#### TASK INPUTS:

--------------------------------------------------

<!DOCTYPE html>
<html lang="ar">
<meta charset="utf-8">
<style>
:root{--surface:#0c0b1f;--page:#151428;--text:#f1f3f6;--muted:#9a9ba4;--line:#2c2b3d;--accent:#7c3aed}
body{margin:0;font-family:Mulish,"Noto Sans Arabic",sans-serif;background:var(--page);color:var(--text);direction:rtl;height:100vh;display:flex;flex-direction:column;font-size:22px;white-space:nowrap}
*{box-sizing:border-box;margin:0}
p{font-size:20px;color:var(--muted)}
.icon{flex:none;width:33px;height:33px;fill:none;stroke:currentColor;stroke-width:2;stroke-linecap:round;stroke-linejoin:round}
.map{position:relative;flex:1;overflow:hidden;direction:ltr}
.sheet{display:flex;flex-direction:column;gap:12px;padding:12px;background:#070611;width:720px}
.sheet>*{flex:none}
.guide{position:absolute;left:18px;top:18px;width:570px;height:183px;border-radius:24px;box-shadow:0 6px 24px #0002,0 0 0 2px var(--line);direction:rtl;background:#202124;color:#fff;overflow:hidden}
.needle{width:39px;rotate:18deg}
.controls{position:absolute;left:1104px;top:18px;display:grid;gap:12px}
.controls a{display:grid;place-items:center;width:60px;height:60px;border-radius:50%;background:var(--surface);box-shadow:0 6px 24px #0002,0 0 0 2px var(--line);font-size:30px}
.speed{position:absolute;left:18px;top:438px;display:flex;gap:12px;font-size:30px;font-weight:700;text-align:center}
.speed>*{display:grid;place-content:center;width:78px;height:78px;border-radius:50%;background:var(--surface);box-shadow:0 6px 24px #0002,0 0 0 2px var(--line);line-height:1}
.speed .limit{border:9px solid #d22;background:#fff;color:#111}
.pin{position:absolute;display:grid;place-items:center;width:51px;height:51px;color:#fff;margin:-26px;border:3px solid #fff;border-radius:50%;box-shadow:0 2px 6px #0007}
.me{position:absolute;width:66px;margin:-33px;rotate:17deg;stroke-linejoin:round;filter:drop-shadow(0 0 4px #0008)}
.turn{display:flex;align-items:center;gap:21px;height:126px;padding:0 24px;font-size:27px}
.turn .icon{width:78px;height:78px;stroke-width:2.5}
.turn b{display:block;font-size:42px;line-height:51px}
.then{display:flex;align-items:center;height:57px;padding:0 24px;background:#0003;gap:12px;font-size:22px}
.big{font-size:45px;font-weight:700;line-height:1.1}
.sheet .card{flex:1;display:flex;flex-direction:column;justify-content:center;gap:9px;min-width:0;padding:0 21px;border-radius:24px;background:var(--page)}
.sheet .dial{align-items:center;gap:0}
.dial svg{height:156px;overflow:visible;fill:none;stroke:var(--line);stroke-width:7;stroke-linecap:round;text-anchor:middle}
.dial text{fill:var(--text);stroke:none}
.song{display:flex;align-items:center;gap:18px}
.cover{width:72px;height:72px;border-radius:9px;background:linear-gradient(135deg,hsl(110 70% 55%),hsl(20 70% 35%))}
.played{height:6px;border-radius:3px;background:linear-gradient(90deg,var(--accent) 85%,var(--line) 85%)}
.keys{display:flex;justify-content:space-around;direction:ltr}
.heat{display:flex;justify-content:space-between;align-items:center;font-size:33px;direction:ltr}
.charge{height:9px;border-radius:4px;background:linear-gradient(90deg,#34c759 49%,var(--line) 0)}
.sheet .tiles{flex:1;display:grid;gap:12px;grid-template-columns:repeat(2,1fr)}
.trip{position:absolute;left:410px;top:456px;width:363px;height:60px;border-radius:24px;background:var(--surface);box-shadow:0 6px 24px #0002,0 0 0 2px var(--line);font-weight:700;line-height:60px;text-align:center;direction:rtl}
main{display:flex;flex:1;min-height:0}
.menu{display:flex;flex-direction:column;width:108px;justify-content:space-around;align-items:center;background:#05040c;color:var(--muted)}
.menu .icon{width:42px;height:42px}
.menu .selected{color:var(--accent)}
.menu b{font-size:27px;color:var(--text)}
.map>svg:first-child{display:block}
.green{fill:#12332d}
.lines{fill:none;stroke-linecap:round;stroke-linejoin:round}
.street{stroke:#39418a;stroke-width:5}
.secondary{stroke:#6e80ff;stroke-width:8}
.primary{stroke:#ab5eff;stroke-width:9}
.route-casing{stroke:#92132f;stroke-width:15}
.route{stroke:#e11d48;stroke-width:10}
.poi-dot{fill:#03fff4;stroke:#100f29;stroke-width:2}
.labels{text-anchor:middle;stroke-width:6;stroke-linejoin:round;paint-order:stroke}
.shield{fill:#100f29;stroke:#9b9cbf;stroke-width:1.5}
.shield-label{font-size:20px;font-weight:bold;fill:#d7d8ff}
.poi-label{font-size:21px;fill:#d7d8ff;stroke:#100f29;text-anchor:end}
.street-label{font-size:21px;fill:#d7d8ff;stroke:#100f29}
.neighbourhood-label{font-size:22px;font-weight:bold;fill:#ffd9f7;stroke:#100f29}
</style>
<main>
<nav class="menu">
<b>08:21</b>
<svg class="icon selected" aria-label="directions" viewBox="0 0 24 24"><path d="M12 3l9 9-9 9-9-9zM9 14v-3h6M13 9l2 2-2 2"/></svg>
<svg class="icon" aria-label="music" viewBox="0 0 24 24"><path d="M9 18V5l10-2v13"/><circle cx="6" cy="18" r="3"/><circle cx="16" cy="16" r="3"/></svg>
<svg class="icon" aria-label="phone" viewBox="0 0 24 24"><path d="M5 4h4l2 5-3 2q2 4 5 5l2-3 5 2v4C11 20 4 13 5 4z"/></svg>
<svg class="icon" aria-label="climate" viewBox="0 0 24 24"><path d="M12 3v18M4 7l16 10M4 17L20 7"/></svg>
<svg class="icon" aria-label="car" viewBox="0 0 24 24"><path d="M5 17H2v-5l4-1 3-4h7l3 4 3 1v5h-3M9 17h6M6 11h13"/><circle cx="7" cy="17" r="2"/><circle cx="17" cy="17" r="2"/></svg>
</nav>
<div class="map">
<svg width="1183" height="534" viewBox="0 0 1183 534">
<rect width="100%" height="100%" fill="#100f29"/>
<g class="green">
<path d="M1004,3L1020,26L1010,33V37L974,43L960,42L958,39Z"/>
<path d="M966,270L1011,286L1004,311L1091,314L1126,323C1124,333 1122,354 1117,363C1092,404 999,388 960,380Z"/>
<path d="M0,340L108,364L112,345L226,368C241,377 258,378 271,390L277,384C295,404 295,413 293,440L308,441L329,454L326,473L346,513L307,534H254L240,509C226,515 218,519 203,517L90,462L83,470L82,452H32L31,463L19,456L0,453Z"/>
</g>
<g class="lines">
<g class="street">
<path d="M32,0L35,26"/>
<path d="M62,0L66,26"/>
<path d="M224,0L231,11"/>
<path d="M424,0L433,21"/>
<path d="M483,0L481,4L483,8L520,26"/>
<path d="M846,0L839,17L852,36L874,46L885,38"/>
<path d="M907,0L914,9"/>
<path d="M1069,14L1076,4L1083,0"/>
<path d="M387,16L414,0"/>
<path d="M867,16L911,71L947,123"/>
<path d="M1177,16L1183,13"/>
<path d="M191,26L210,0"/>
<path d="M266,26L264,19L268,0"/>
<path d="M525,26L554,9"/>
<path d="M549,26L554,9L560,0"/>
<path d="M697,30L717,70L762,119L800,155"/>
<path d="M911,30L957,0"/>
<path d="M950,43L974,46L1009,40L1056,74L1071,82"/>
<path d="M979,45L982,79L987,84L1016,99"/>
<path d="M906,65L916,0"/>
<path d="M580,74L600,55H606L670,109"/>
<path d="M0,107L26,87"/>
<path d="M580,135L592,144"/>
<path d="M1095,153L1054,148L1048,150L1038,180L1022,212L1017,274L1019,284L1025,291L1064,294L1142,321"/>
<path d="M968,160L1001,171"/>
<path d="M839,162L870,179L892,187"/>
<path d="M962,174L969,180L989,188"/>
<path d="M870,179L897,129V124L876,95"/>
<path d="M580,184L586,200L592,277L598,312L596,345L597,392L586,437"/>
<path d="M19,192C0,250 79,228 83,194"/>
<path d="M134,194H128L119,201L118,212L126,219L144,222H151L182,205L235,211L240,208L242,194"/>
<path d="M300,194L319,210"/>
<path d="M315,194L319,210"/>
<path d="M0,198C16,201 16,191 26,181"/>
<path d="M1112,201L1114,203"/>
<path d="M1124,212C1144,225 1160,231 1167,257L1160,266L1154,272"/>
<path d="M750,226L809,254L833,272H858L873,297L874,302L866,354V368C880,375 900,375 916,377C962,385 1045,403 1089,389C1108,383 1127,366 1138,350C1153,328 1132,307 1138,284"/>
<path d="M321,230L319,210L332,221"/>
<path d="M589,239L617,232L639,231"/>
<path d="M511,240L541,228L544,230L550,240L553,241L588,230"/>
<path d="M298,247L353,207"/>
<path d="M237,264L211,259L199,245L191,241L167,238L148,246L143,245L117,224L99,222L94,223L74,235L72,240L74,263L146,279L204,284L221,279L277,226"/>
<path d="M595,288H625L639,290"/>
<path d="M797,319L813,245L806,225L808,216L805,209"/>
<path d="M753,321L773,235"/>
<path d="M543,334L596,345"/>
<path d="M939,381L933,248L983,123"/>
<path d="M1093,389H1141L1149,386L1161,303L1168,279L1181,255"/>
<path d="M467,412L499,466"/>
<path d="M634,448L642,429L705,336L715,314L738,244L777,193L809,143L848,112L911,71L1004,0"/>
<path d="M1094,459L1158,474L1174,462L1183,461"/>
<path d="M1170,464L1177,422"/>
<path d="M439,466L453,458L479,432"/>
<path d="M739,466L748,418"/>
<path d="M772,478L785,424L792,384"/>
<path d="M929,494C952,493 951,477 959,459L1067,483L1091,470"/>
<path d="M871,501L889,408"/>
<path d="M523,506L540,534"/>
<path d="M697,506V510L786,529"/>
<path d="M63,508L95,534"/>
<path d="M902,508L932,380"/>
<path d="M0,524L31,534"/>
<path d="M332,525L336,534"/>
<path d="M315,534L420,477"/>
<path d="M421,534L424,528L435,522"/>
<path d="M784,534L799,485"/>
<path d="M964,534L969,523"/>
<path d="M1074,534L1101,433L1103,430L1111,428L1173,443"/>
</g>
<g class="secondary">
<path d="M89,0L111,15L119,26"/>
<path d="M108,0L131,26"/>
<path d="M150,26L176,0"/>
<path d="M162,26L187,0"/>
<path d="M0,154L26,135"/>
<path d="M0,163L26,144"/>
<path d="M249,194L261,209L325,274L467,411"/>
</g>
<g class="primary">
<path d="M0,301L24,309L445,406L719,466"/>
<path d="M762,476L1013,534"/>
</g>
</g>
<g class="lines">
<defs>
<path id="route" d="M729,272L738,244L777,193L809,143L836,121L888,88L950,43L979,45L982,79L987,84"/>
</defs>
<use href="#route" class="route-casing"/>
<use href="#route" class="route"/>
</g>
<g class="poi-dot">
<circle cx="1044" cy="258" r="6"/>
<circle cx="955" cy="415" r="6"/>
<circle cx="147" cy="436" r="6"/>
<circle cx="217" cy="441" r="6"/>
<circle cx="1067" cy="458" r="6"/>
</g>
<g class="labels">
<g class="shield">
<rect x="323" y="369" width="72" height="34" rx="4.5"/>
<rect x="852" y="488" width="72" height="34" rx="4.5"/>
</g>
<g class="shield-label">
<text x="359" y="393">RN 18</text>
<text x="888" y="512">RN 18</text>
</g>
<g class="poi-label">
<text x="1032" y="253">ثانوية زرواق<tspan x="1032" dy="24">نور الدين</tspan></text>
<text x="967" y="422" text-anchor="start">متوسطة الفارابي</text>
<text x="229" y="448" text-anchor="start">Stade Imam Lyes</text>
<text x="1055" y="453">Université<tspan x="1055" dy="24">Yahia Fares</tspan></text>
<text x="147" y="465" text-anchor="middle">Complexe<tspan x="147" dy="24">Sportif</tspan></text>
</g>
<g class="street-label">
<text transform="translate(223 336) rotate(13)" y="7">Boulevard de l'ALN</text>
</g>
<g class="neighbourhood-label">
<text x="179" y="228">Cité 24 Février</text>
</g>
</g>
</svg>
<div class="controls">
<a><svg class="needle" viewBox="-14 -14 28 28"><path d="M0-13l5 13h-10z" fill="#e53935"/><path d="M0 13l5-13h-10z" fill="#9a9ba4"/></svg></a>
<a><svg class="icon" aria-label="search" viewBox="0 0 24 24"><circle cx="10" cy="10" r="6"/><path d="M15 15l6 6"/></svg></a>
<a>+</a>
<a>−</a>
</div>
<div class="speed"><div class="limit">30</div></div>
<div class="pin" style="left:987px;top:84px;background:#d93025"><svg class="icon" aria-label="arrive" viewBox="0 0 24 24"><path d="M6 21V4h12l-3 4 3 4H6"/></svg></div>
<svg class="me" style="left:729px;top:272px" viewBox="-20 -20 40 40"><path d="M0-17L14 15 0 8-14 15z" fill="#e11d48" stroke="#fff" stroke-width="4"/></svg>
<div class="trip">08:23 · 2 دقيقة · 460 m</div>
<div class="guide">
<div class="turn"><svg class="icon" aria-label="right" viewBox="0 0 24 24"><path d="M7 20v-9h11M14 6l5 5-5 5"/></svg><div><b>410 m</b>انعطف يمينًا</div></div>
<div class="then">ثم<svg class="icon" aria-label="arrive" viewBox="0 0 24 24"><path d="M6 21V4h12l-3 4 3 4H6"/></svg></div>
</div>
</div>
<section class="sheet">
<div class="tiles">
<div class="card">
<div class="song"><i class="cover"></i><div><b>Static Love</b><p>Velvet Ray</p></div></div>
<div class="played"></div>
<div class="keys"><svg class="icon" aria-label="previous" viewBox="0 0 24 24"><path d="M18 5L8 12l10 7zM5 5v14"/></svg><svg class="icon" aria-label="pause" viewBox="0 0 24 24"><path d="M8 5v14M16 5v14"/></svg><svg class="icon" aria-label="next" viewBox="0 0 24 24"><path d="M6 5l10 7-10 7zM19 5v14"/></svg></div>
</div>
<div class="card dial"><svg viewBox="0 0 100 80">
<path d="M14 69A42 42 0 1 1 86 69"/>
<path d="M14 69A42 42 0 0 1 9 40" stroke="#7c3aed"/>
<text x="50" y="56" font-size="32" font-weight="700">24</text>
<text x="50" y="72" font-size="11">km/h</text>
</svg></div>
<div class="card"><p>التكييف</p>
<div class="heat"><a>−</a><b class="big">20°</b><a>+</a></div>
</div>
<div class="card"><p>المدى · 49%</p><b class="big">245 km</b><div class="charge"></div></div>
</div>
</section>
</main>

--------------------------------------------------

#### GOAL OF THE EXERCISE:
Copy all lines from the data that hold the word "tiles".

#### FINISHED TASK:
.sheet .tiles{flex:1;display:grid;gap:12px;grid-template-columns:repeat(2,1fr)}
<div class="tiles">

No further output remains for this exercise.